Instructions to follow >>
Return the data below unchanged, without images.
Segment Start: Record extracts
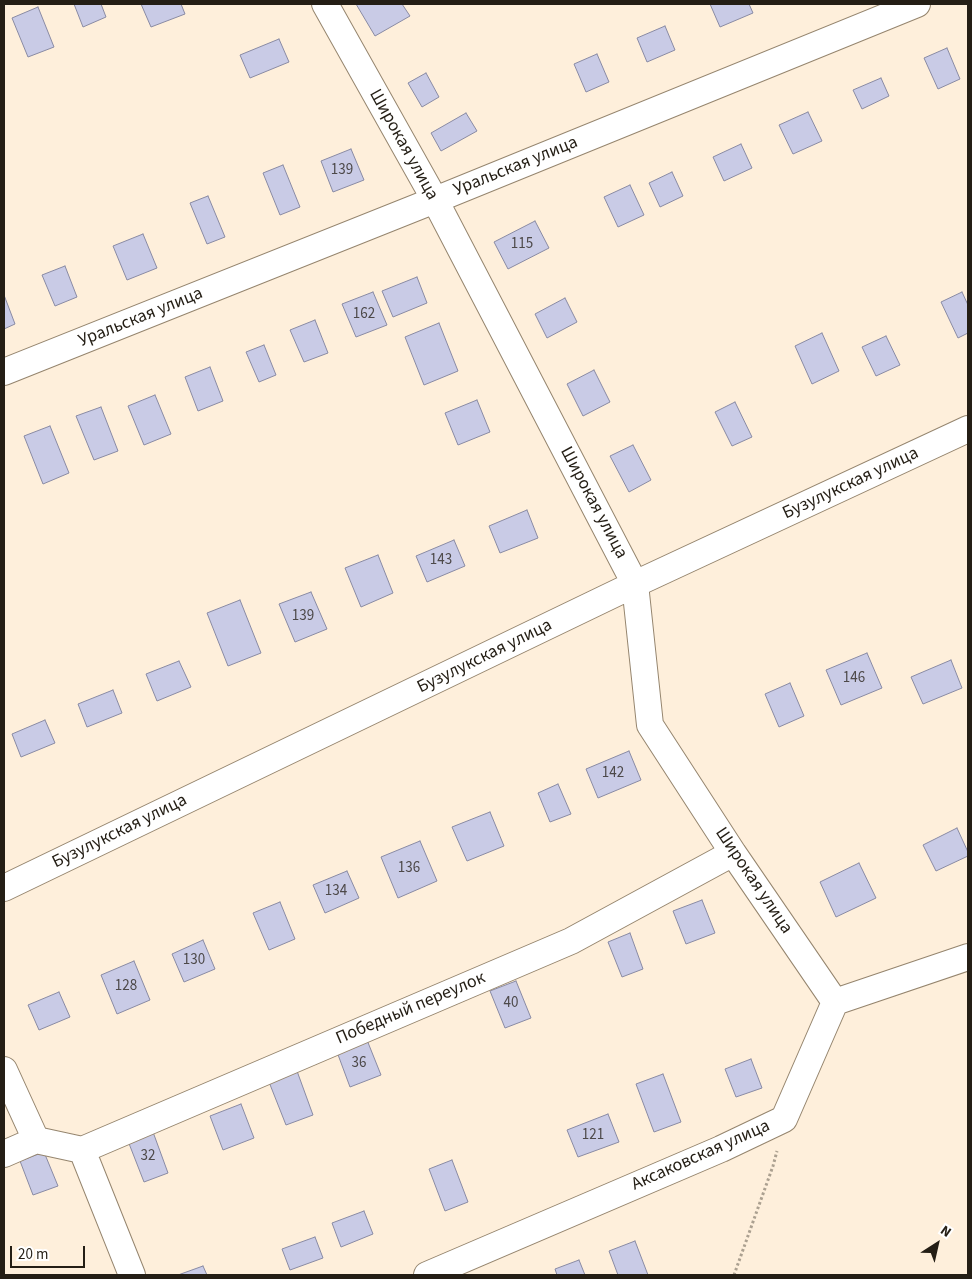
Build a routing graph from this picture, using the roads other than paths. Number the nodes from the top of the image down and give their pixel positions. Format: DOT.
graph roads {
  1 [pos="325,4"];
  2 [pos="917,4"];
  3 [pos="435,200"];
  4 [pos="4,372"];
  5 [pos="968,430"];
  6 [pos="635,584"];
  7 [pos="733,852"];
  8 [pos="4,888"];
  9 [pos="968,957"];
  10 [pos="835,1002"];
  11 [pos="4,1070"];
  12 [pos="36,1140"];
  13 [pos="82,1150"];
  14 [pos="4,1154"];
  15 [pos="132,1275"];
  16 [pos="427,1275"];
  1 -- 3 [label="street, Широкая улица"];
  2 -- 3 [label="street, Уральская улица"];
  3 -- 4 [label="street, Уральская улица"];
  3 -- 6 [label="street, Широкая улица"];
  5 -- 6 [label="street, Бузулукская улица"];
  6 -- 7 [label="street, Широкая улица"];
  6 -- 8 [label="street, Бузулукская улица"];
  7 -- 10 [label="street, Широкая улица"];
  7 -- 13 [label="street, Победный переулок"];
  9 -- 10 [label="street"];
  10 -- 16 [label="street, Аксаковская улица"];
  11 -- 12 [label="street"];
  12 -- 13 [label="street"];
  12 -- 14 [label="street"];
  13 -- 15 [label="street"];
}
Segment End: Record extracts
Response below >>
Build a routing graph from this picture, using the roads other than paths. Number the nodes from the top of the image down and give their pixel positions. Format: DOT.
graph roads {
  1 [pos="325,4"];
  2 [pos="917,4"];
  3 [pos="435,200"];
  4 [pos="4,372"];
  5 [pos="968,430"];
  6 [pos="635,584"];
  7 [pos="733,852"];
  8 [pos="4,888"];
  9 [pos="968,957"];
  10 [pos="835,1002"];
  11 [pos="4,1070"];
  12 [pos="36,1140"];
  13 [pos="82,1150"];
  14 [pos="4,1154"];
  15 [pos="132,1275"];
  16 [pos="427,1275"];
  1 -- 3 [label="street, Широкая улица"];
  2 -- 3 [label="street, Уральская улица"];
  3 -- 4 [label="street, Уральская улица"];
  3 -- 6 [label="street, Широкая улица"];
  5 -- 6 [label="street, Бузулукская улица"];
  6 -- 7 [label="street, Широкая улица"];
  6 -- 8 [label="street, Бузулукская улица"];
  7 -- 10 [label="street, Широкая улица"];
  7 -- 13 [label="street, Победный переулок"];
  9 -- 10 [label="street"];
  10 -- 16 [label="street, Аксаковская улица"];
  11 -- 12 [label="street"];
  12 -- 13 [label="street"];
  12 -- 14 [label="street"];
  13 -- 15 [label="street"];
}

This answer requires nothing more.